Dizengoff Square on Yom Kippur
Dizengoff Square on Yom KippurTomer Neuberg/Flash 90

US officials responded for the first time today (Thursday) to the violent disruption of a Yom Kippur prayer service in Tel Aviv's Dizengoff Square on Monday.

State Department officials told Israeli news site Ynet that the United States supports the right of worshipers to pray with a separation between men and women in a public space, as well as the right of protesters to gather for non-violent protests as long as both do not violate local law.

"The United States supports the right to freedom of assembly," an official statement said. "Non-violent demonstrations are a central part of any democratic society and we call on all parties to maintain order and avoid violence."

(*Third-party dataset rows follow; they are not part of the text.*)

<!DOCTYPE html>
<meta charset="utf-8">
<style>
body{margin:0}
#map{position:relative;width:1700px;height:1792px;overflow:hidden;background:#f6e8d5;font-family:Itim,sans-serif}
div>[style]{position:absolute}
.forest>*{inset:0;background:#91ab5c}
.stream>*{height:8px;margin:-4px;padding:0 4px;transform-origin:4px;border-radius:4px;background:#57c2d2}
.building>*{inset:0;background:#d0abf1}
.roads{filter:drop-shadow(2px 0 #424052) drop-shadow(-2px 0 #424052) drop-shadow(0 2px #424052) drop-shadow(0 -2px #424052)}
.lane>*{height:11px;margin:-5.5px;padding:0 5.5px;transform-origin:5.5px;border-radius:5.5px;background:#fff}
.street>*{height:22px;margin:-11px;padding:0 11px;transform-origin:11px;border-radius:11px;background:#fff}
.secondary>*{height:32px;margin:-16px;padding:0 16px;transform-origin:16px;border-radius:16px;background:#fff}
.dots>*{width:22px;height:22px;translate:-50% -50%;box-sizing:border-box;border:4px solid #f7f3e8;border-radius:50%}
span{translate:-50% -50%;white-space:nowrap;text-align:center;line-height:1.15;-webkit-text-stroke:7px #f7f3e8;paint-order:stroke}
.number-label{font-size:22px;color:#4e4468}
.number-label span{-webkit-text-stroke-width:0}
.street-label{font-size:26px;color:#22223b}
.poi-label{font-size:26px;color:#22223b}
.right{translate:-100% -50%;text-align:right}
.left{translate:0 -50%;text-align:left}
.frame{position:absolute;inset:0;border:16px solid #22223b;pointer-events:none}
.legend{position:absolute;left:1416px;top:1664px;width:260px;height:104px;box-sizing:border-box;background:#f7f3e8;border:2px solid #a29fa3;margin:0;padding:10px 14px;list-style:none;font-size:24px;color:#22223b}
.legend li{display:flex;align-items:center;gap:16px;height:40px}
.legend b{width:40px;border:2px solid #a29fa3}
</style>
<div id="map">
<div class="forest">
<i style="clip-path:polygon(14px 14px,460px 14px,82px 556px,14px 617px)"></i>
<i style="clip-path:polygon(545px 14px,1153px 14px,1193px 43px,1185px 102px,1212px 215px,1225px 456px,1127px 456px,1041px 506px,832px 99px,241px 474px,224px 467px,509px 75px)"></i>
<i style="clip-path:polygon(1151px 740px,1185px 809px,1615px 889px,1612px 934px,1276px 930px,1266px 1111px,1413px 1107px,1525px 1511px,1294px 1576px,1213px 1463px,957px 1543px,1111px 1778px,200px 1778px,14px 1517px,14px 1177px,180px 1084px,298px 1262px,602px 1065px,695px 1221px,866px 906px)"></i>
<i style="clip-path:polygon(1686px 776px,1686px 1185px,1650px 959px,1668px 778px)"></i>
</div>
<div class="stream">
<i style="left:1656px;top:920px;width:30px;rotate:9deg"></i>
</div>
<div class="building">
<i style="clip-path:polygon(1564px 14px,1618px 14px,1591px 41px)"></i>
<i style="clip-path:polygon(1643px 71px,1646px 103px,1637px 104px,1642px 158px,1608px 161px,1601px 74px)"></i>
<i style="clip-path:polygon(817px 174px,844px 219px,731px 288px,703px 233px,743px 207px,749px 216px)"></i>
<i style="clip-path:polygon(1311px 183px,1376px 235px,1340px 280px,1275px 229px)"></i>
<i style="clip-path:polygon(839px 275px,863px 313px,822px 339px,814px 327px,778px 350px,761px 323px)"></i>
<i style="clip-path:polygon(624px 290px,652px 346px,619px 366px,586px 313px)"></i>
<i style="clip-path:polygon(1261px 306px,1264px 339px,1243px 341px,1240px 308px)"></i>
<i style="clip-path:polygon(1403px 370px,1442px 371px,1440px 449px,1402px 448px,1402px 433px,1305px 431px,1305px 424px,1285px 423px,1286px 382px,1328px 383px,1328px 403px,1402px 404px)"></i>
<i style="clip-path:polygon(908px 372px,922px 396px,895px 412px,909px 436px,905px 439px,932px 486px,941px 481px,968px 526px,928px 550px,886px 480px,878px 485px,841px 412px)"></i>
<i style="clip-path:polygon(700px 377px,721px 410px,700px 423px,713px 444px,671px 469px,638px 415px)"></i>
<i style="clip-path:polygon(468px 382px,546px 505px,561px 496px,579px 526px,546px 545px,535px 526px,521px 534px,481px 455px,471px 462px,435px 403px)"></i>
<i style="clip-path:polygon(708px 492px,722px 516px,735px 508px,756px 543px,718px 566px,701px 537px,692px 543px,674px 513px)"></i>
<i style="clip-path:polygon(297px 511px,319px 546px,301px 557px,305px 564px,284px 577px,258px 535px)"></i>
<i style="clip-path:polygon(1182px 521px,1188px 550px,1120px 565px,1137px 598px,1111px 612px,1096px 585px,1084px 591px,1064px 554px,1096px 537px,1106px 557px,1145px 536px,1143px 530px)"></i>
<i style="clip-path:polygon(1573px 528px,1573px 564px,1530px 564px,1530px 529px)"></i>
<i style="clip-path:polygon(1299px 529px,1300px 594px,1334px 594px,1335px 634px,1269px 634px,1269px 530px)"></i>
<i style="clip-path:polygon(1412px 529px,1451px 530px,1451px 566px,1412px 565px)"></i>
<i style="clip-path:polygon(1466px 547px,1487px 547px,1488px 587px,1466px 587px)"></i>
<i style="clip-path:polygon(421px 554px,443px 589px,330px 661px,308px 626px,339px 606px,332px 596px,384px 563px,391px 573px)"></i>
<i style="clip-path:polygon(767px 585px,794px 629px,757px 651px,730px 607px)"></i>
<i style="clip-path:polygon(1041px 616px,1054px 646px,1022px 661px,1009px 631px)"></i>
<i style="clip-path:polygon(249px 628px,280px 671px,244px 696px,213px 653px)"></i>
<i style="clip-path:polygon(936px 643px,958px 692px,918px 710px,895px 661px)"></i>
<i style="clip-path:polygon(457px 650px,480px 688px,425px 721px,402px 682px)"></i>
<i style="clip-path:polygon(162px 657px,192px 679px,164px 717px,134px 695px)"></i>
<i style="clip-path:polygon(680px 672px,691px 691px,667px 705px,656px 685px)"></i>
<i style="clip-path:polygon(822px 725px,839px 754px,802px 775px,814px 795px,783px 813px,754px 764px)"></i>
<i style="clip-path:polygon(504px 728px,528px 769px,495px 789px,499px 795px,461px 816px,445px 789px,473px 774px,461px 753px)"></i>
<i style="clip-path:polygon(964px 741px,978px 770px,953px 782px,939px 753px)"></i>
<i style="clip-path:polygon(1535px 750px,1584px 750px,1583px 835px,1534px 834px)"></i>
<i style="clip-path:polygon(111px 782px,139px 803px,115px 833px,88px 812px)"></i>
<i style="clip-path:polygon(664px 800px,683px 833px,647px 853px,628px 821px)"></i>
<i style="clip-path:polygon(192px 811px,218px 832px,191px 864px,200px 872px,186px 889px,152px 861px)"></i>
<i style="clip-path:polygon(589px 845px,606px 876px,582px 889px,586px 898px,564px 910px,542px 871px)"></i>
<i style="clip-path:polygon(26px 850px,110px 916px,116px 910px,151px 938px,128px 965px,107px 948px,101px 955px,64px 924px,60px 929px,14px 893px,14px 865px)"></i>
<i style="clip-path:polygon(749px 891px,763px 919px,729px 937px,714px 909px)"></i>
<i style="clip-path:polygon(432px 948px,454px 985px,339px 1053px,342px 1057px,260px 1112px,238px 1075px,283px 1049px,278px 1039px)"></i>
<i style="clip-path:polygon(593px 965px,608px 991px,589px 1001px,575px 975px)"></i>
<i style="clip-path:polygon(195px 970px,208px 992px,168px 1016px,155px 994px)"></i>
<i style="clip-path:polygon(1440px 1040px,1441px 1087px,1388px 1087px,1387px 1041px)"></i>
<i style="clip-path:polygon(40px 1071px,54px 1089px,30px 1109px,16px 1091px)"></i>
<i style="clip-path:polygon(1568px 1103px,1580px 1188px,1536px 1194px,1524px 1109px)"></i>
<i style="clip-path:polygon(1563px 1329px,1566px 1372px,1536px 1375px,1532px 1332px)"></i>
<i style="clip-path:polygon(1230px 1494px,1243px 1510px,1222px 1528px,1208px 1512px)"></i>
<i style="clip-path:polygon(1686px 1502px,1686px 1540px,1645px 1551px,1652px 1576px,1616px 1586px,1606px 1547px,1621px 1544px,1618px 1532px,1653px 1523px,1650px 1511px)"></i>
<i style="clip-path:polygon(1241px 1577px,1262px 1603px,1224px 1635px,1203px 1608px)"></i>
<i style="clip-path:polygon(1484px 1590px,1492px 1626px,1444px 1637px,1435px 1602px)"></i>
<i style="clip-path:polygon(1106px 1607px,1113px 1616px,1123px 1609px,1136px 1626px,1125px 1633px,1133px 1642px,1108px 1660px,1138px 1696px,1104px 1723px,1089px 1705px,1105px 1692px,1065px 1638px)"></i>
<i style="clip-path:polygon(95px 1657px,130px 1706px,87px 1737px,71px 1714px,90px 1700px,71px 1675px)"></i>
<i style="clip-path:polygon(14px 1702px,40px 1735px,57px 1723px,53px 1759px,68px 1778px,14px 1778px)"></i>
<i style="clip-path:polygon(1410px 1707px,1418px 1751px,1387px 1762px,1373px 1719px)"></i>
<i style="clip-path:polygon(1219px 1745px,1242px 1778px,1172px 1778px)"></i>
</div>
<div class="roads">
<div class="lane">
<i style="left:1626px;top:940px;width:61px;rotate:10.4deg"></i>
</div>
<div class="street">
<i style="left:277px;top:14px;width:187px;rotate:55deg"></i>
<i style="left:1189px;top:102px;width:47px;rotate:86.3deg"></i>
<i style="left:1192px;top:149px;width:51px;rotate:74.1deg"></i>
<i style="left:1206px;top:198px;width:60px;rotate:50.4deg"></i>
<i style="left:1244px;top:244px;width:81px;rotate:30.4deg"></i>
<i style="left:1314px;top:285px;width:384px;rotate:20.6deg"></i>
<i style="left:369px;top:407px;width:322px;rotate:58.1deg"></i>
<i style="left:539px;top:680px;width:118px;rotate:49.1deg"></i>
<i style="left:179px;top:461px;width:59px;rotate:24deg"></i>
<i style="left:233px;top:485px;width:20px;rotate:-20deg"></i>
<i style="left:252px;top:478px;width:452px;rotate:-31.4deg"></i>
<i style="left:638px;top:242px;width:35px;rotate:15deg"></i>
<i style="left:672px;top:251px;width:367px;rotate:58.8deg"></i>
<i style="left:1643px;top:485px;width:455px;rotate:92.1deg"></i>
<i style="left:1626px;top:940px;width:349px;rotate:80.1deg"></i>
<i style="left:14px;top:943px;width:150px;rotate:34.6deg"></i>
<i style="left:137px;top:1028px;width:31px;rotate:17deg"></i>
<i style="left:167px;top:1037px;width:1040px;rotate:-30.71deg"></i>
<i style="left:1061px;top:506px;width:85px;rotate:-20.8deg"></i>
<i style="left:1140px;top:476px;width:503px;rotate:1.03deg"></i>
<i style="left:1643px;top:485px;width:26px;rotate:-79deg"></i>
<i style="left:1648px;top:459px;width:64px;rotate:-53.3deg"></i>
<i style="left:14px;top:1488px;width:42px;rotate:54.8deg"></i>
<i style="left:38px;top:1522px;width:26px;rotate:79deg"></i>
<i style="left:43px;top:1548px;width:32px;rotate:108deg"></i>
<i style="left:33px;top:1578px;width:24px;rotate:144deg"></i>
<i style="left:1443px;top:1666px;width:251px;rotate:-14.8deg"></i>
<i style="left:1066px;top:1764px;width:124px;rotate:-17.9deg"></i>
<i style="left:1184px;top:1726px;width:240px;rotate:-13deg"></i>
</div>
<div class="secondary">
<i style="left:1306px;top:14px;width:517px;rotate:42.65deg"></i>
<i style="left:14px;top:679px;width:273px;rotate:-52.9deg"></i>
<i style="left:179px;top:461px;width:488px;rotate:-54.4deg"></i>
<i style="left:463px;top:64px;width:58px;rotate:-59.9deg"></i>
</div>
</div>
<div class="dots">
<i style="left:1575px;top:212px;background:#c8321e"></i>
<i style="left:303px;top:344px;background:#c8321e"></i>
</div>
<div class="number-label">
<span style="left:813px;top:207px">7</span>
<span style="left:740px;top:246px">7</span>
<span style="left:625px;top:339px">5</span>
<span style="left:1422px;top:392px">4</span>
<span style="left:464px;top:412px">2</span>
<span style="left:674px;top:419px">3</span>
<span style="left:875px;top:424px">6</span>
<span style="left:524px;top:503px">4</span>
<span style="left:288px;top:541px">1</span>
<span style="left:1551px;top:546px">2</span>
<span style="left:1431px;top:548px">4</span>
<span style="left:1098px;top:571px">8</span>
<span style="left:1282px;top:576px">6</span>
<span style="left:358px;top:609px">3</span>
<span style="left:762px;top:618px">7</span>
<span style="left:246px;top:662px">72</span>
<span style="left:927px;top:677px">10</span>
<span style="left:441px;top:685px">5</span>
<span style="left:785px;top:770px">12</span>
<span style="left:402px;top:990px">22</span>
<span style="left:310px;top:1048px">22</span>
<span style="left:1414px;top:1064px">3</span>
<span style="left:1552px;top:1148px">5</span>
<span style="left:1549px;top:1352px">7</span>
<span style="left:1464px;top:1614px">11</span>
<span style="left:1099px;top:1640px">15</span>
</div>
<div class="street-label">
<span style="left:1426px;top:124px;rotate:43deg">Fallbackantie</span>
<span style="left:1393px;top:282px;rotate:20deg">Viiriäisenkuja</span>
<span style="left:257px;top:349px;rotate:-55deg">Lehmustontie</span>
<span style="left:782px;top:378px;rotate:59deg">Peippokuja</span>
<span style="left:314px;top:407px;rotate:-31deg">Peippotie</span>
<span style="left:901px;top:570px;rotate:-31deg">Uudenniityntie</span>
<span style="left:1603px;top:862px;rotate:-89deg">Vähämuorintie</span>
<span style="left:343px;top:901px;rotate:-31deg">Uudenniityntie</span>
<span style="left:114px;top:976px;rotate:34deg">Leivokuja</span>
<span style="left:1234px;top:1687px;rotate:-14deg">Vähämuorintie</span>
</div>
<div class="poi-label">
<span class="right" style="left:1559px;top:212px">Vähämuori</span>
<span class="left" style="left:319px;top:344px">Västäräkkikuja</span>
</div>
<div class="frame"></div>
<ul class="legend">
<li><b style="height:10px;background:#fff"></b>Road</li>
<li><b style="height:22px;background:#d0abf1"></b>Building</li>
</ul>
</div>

The statement added that the administration is concerned by the violence and the actions and statements of Israeli officials which the US government believes inflames tensions even further.

The statement comes a day after the Biden Administration announced the addition of Israel to the US Visa Waiver Program.

US Secretary of State Antony Blinken and US Secretary of Homeland Security Alejandro Mayorkas presented the certificate of approval.

It is estimated that implementation of the process will take a few weeks, and that during November, Israelis will already be able to enter the US without needing to present a visa, as they have been required to do until now.

Registration for the US Border Control's ESTA system, which provides the visa exemption, includes a questionnaire (in English) in which the traveler is asked various questions. The exemption received is then valid for a period of two years.

Left-wing protestors violently disrupted the Yom Kippur prayers after the prayer service organizers attempted to circumvent a ban by the Tel Aviv municipality on the erection of a mehitza, a partition between men and women, at the site. Prayer services using a mehitza have been approved for Yom Kippur services at Dizengoff Square in previous years. This year, the municipality imposed a new condition that effectively banned Orthodox prayers at the site.

It is unusual for the US government to comment on an internal matter of another country such as the clashes at the prayer service.